My fleet of bikes is expanding, and my miles are increasing. I currently cycle about 3000miles per year, but pretty soon, I'll be cycling multiple times that.


I love this cycling malarkey. The freedom, the fitness, the adventure. The only thing I really hate is the punctures. I know there are loads of ways around them, and I've always used marathon plus tyres as my preferred method for that, however, they don't grip well, the range of tyre sizes is pretty limited, and frankly the grip is crap! Of course that's quite subjective, but my opinion is based on my usage. Wet cobbles, I won't say more than that.

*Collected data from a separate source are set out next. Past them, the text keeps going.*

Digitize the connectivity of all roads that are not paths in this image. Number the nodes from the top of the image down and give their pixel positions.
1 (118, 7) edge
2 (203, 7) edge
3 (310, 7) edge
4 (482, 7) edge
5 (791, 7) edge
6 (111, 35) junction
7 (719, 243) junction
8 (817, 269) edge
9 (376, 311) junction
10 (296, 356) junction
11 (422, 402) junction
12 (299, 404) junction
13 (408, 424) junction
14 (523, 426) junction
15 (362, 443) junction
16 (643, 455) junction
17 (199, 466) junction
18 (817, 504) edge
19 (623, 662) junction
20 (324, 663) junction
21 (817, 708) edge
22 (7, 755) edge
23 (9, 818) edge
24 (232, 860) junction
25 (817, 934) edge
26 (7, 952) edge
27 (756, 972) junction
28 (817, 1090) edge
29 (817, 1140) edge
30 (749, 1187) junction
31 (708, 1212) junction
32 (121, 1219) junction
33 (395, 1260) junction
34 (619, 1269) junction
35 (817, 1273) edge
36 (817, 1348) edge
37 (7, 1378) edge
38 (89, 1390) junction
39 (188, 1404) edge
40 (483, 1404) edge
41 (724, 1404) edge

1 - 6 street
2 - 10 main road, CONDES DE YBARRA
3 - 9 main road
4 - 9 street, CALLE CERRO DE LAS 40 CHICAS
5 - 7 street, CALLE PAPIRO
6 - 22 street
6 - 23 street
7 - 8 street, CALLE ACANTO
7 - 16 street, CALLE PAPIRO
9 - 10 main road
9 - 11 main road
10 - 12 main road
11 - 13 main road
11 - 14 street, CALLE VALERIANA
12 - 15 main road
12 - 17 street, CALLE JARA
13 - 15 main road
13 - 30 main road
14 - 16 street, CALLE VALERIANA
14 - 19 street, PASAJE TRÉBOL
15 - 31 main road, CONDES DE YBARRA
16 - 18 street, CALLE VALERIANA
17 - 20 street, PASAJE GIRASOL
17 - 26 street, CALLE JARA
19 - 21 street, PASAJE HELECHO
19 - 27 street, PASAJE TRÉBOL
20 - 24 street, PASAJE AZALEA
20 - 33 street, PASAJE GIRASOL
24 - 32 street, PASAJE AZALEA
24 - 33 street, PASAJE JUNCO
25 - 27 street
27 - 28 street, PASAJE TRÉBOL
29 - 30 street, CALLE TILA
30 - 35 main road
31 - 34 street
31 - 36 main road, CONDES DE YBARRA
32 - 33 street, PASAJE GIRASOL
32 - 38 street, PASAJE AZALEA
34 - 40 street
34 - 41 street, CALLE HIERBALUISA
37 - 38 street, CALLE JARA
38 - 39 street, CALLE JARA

So my new commuter bike is a mountain bike. Its massive. It's got 3 inch wide tyres and 30mm rims! (Using both metric and imperial measurements still bugs me- why do we use both??? FFS) This new bike rides amazingly well on the 40mile canal commute into Manchester every day, but of course without marathon plus tyres, how am I to avoid punctures? Well I'm going to join the millions of sensible people converting to tubeless commuting. It's a no brainer these days. Most tyres are compatible. The fluid is cheap, the fitting is actually a lot easier then I expected, and it's kinda fit and forget, until of course you wear the tyre out, which I'm expecting to be about 3-6 months...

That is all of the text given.